Pres. Uchtdorf mentioned that "spiritual light rarely comes to those who merely sit in darkness waiting for someone to flip a switch." He said it "takes an act of faith!" You hear that? It takes an "act!" I couldn't just sit there and hope that the medication would take it's course or that my friends and husband would pull me out of this. It took my "acting," my "choosing"; it took me moving my feet! So "act" is what I did.
I mentioned that I found a therapist. It was definitely a Divine Signature or a tender mercy that I met a specific therapist I don't particularly ever want to see again but she pulled a card out of her desk that said TERRAP on it. I had never heard of that before and went home to my good old friend "google."That program was just what I needed! Once again a path was being lit for me.
I called the number that led me to a woman named Maria. She was also a CHOICE. I literally had to have Justin talk to her because at that point in my sickness I could listen to an audio recording but really could not have human contact.
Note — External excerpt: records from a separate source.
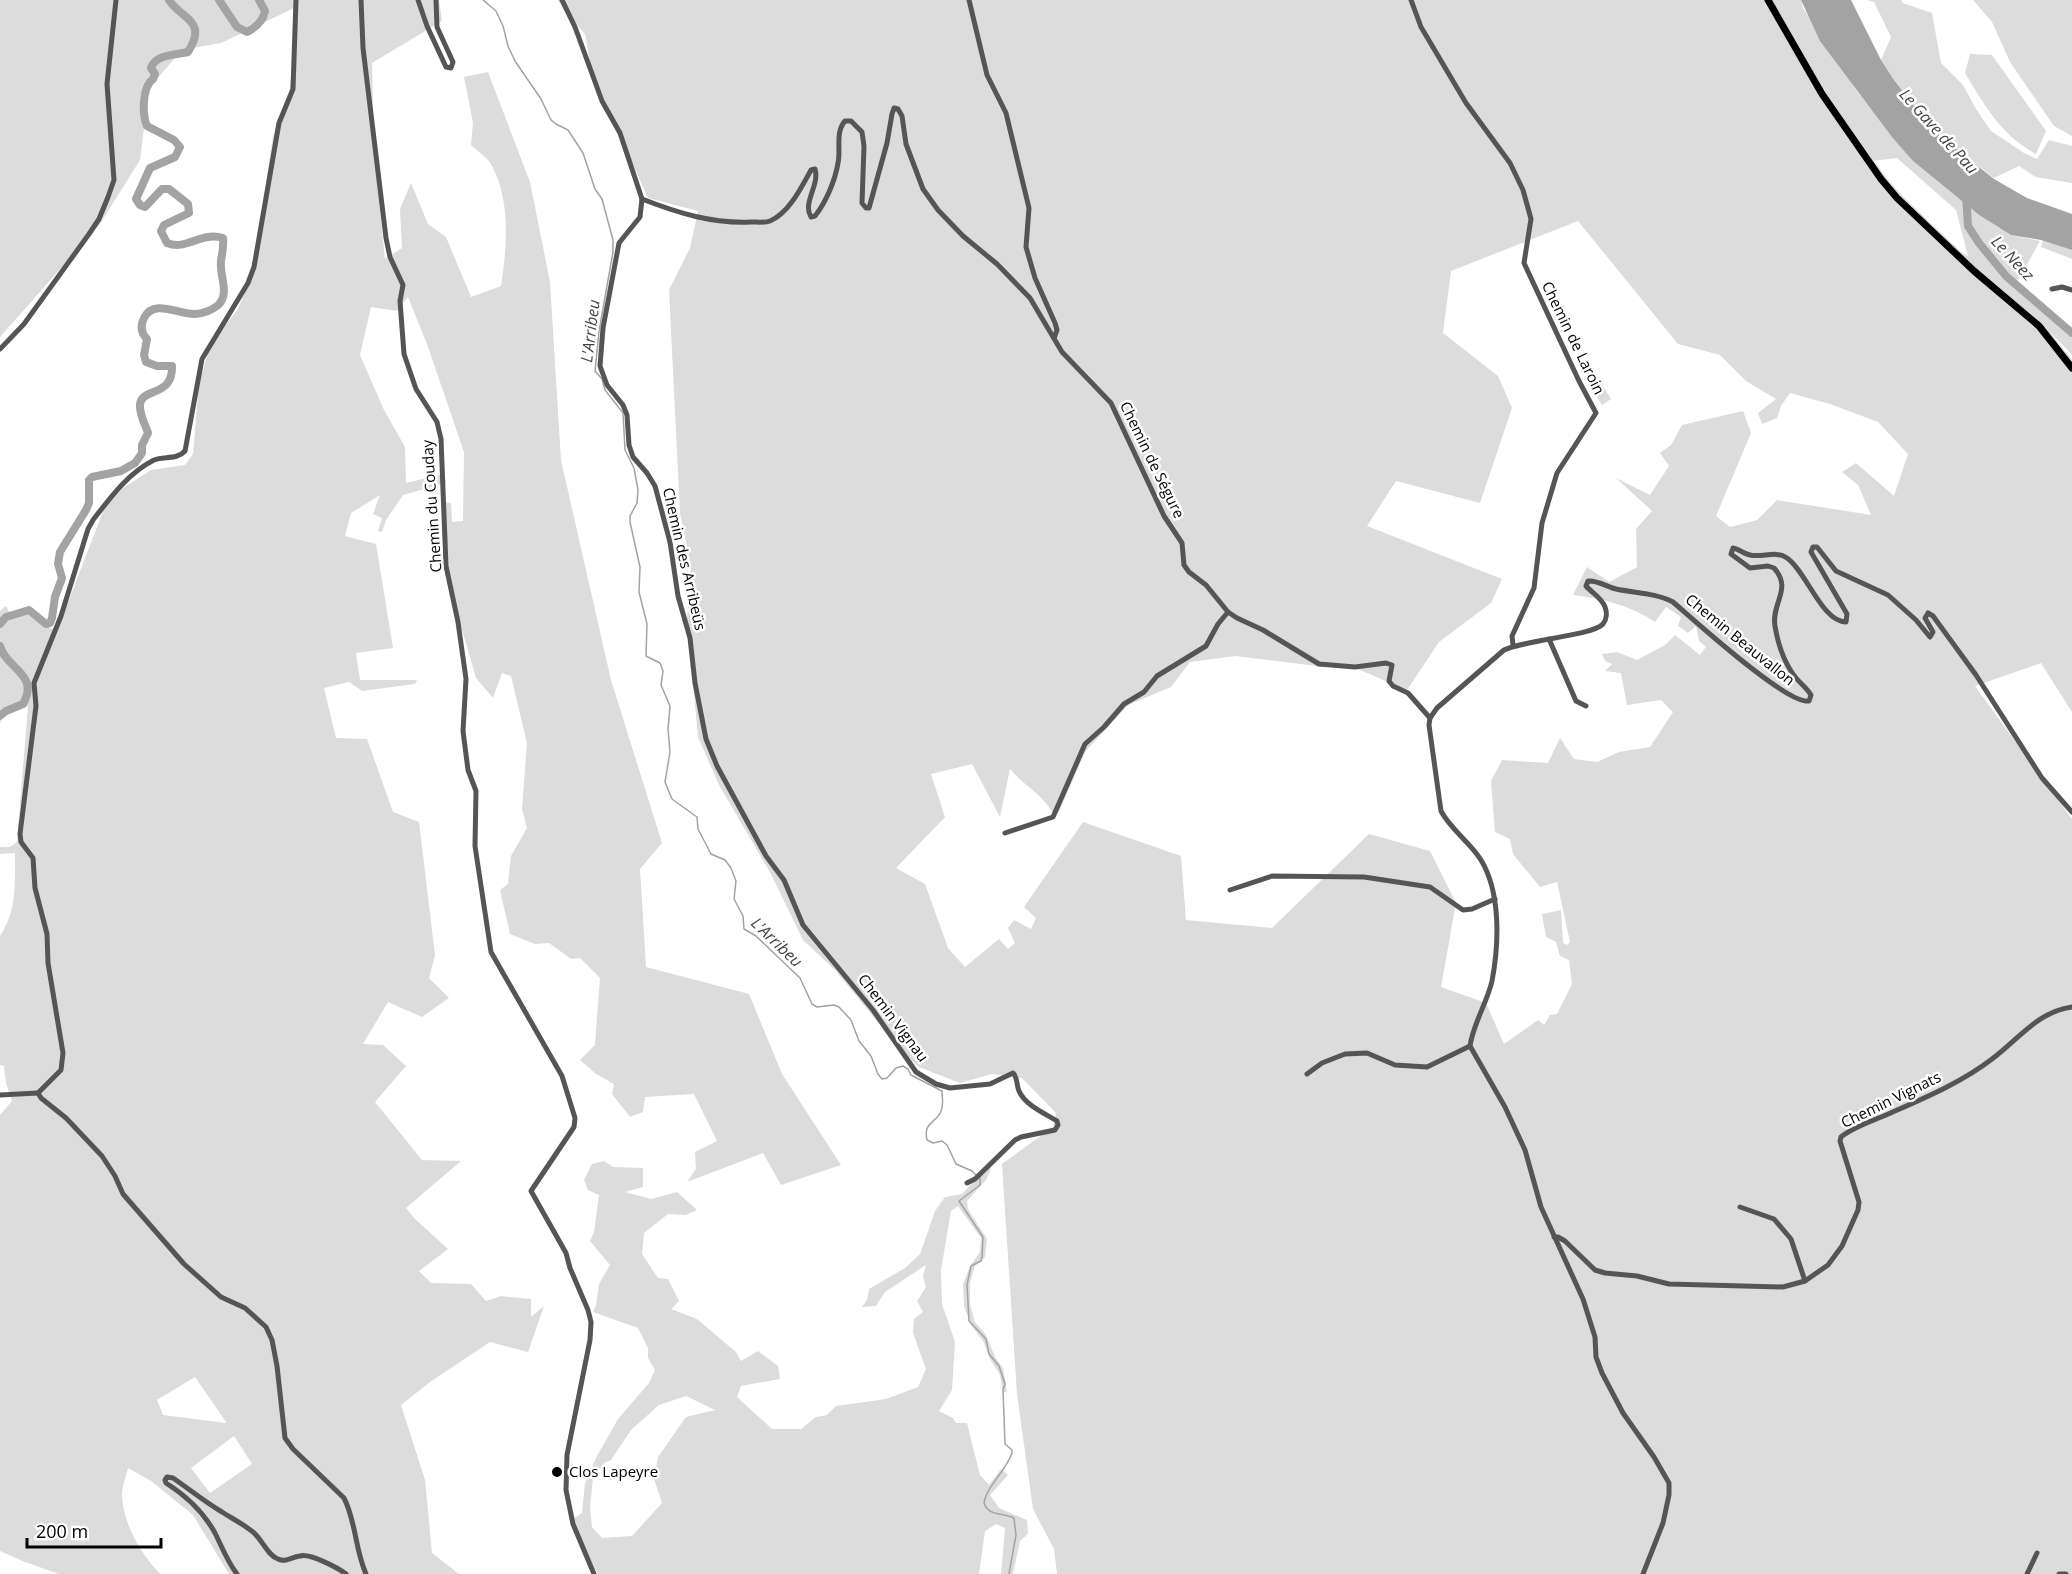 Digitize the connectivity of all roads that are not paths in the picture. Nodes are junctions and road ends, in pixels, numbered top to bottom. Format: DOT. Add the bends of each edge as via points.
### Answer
graph roads {
  1 [pos="116,0"];
  2 [pos="296,0"];
  3 [pos="361,0"];
  4 [pos="418,0"];
  5 [pos="436,0"];
  6 [pos="562,0"];
  7 [pos="969,0"];
  8 [pos="1411,0"];
  9 [pos="1768,0"];
  10 [pos="642,200"];
  11 [pos="2052,289"];
  12 [pos="2072,290"];
  13 [pos="1054,338"];
  14 [pos="0,349"];
  15 [pos="2070,364"];
  16 [pos="1228,612"];
  17 [pos="1549,639"];
  18 [pos="1513,645"];
  19 [pos="1586,706"];
  20 [pos="1430,718"];
  21 [pos="717,766"];
  22 [pos="2072,812"];
  23 [pos="1005,833"];
  24 [pos="1230,890"];
  25 [pos="1495,899"];
  26 [pos="2072,1007"];
  27 [pos="1470,1046"];
  28 [pos="1307,1074"];
  29 [pos="38,1093"];
  30 [pos="0,1095"];
  31 [pos="967,1183"];
  32 [pos="1740,1207"];
  33 [pos="1554,1237"];
  34 [pos="1805,1281"];
  35 [pos="2037,1553"];
  36 [pos="237,1574"];
  37 [pos="346,1574"];
  38 [pos="366,1574"];
  39 [pos="594,1574"];
  40 [pos="1643,1574"];
  41 [pos="2027,1574"];
  42 [pos="2059,1574"];
  43 [pos="2066,1574"];
  1 -- 14 [label="street" via="107,84 114,180 89,234 24,324"];
  2 -- 29 [label="street" via="293,89 279,123 254,267 202,358 188,446 182,454 156,459 130,477 93,520 34,683 36,706 20,834 33,858 63,1053 60,1071"];
  3 -- 39 [label="street, Chemin du Couday" via="363,48 386,238 390,257 404,285 400,301 404,354 416,388 437,422 441,439 446,566 466,679 463,731 468,770 476,791 475,846 491,952 562,1076 575,1118 574,1127 531,1191 566,1253 591,1322 567,1455 566,1490 573,1524"];
  4 -- 5 [label="street" via="446,67 451,68 453,62 437,27"];
  6 -- 10 [label="street" via="602,101 620,133"];
  7 -- 13 [label="street" via="987,75 1006,113 1029,208 1026,247 1055,323"];
  8 -- 18 [label="street, Chemin de Laroin" via="1421,27 1466,103 1510,163 1523,190 1531,219 1524,263 1596,412 1557,473 1542,522 1534,588 1512,636"];
  9 -- 15 [label="main road" via="1822,94 1881,179 1966,265 2039,326"];
  10 -- 13 [label="street, Chemin de Ségure" via="706,220 769,221 783,212 810,170 815,169 816,182 808,208 811,217 815,216 835,176 841,126 845,121 862,132 862,203 870,208 892,114 894,108 898,109 922,189 963,236 1030,298"];
  10 -- 21 [label="street, Chemin des Arribeüs" via="640,217 619,243 600,366 607,385 627,415 633,458 655,486 690,638 706,739"];
  11 -- 12 [label="street"];
  13 -- 16 [label="street, Chemin de Ségure" via="1062,352 1111,403 1164,516 1182,543 1184,564"];
  16 -- 20 [label="street, Chemin de Ségure" via="1319,664 1392,665 1389,681 1408,693"];
  16 -- 23 [label="street" via="1206,646 1157,676 1085,744 1053,817"];
  17 -- 18 [label="street, Chemin Beauvallon"];
  17 -- 19 [label="street" via="1576,700"];
  17 -- 22 [label="street, Chemin Beauvallon" via="1600,627 1604,622 1605,605 1588,589 1588,581 1664,597 1779,690 1809,701 1811,695 1789,667 1774,622 1782,580 1774,568 1750,568 1731,554 1733,548 1749,555 1771,553 1788,559 1824,608 1846,622 1847,614 1811,552 1817,547 1836,571 1896,600 1930,637 1933,632 1925,618 1928,613 1933,616 1977,675 2042,778"];
  18 -- 20 [label="street"];
  20 -- 25 [label="street" via="1441,811 1482,861"];
  21 -- 31 [label="street, Chemin Vignau" via="784,880 803,925 873,1010 916,1072 950,1088 990,1084 1013,1073 1026,1101 1057,1121 1055,1130 1015,1140"];
  24 -- 25 [label="street" via="1272,876 1364,877 1431,887 1463,910"];
  25 -- 27 [label="street" via="1498,920 1492,981"];
  26 -- 34 [label="street, Chemin Vignats" via="2034,1021 1993,1059 1972,1072 1841,1137 1858,1210 1835,1257"];
  27 -- 28 [label="street" via="1427,1067 1395,1065 1367,1053 1345,1054"];
  27 -- 33 [label="street" via="1525,1150"];
  29 -- 30 [label="street"];
  29 -- 38 [label="street" via="102,1156 123,1194 184,1264 221,1297 245,1308 266,1327 277,1366 285,1438 344,1498"];
  32 -- 34 [label="street" via="1774,1220 1791,1239"];
  33 -- 34 [label="street, Chemin Vignats" via="1565,1241 1595,1270 1605,1273 1669,1284 1783,1287"];
  33 -- 40 [label="street" via="1583,1299 1602,1373 1669,1483 1663,1523"];
  35 -- 41 [label="street"];
  36 -- 37 [label="street" via="214,1531 190,1502 166,1483 167,1477 244,1524 280,1561 307,1556"];
  42 -- 43 [label="street"];
}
I knew she was good for me when she told Justin to just put me on the phone and that I didn't need to say a word. With just my ear pressed against the receiver she told me exactly where her office was, exactly where I could park so I didn't have to go in a parking garage, she went on to describe pretty much each step I would take inside, she made sure I knew there wasn't a sign on her door to say what kind of business she was running, she made sure I knew the receptionist had no clue why I was there and described exactly how our first meeting would go.
How did she know? How did she know I couldn't go near a parking garage, let alone get in a car? How did she know I was struggling going to places familiar to me but it made me suffocate to even think about going somewhere new? How did she know I was really really suffering from thoughts I had about "what other people think?"
There was one answer ringing in my head as I handed that phone back to my husband. This was the light shining in my doorway. I was being led by my Heavenly Father. I knew I needed to make this appointment and to just move. It was like walking through thick goo and it was very thick and very slow moving but it just took my effort. It took my choice to keep on moving!
I went week after week to see this Maria and she led me through page after page of this TERRAP program. It helped me step into my own mind and first find what thoughts I had there and then change them. It not only helped me retrain my thoughts but helped me gain my life back. Months later I was answering the door, talking on the phone, getting on airplanes, being a happy mom, a supportive wife etc. I started to find the Megan that I am.
I don't see Maria anymore. I have a binder and journals to refer to as often as I want. More important I know more than ever that God is my Heavenly Father and I am is daughter. I know that he wants me to be happy and feel joy. I know that He wants to bless me and He takes joy in doing so. I know that with this knowledge that I can withstand any diagnosis, any darkness, any anxiety that comes my way. I have come out of these last couple years stronger than I ever was before!!! I can actually say I'm grateful for that dark room that I once sat in. The light has never seemed so bright and so radiant to me!